From: Ken Cox <kcc@research.bell-labs.com>
Subject: Re: NP complete problems
Date: Fri, 06 Apr 2001 18:52:11 -0500
Newsgroups: sci.math
Summary: Is factorial-time the best known result?

Jim Nastos wrote:
>   Just the other day, I was looking on the web for this, and I found a
> reference that said that facotrial time was the best-known... I didn't
> quite believe it. Do you know when this result was proven?

Garey and Johnson do not give a citation for the proof, or
mention when it was first done.

What do you mean by "factorial time was the best-known"?
IIRC, there are NP-complete problems for which the best
known exact algorithm takes factorial time.  By the way,
the time to do a factorial algorithm *is* exponential,
in the NP-complete sense of "exponential", that is,
O(2^p(n)) for some polynomial p.


Take the following problem:  Given a number n, generate
all strings that are permutations of the numbers {1...n}
in binary, where each number uses exactly upper(log(n))
bits (using binary log throughout).
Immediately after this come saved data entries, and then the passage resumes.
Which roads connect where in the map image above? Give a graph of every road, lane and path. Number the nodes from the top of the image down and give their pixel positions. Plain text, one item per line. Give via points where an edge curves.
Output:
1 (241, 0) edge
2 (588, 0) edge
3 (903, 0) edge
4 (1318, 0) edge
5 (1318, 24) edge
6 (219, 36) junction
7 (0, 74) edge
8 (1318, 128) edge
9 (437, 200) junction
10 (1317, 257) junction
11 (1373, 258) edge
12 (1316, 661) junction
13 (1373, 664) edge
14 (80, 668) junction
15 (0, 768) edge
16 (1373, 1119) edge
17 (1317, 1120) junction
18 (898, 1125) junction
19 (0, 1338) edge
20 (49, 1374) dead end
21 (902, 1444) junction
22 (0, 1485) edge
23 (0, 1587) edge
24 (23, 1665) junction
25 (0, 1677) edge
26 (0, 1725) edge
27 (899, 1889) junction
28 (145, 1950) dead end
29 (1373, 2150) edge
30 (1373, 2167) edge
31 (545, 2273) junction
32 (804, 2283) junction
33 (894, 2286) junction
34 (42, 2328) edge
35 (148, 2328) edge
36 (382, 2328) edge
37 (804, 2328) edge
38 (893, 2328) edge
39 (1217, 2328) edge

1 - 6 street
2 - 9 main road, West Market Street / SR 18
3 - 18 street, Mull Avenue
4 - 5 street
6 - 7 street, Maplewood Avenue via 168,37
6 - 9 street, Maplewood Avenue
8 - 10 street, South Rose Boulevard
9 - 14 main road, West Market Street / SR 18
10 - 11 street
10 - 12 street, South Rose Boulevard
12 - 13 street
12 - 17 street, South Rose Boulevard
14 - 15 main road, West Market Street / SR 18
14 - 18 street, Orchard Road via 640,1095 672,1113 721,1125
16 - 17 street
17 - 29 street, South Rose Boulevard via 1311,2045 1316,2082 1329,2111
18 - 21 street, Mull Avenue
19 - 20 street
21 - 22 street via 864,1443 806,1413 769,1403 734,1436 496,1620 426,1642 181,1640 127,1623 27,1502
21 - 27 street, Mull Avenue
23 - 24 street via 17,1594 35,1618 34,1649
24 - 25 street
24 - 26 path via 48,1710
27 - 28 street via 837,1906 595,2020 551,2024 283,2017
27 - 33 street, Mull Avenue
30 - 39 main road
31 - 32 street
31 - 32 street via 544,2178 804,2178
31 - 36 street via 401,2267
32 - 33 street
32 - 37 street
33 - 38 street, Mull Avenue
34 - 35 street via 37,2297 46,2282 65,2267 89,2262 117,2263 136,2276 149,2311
For example, n=3, we
want all permutations of 01, 10, 11, which is 011011,
011110, 100111, 101101, 110110, 111001.

The above algorithm is factorial in n, since there are
n! such strings.  Using the technique of G&J, we can show
that it is O(2^p(n)) for some polynomial p as follows:

The length of each string is no more than n*(log(n)+1)
characters.  There are exactly 2^(n*(log(n)+1)) such
binary strings, so if we print all of them we do at least
as much work as the problem.

Printing one string takes n*(log(n)+1) time, so printing
all of them takes n*(log(n)+1)*2^(n*(log(n)+1) time.
Once n gets large enough, n*(log(n)+1) is less than n^2.
Once n gets large enough, n^2*2^(n^2) is less than 2^(n^3).
So solving the above factorial algorithm takes no more
than 2^(n^3) time, once n is large enough; which is to
say, it is O(2^(n^3)).
 
-- 
Ken Cox                  kcc@research.bell-labs.com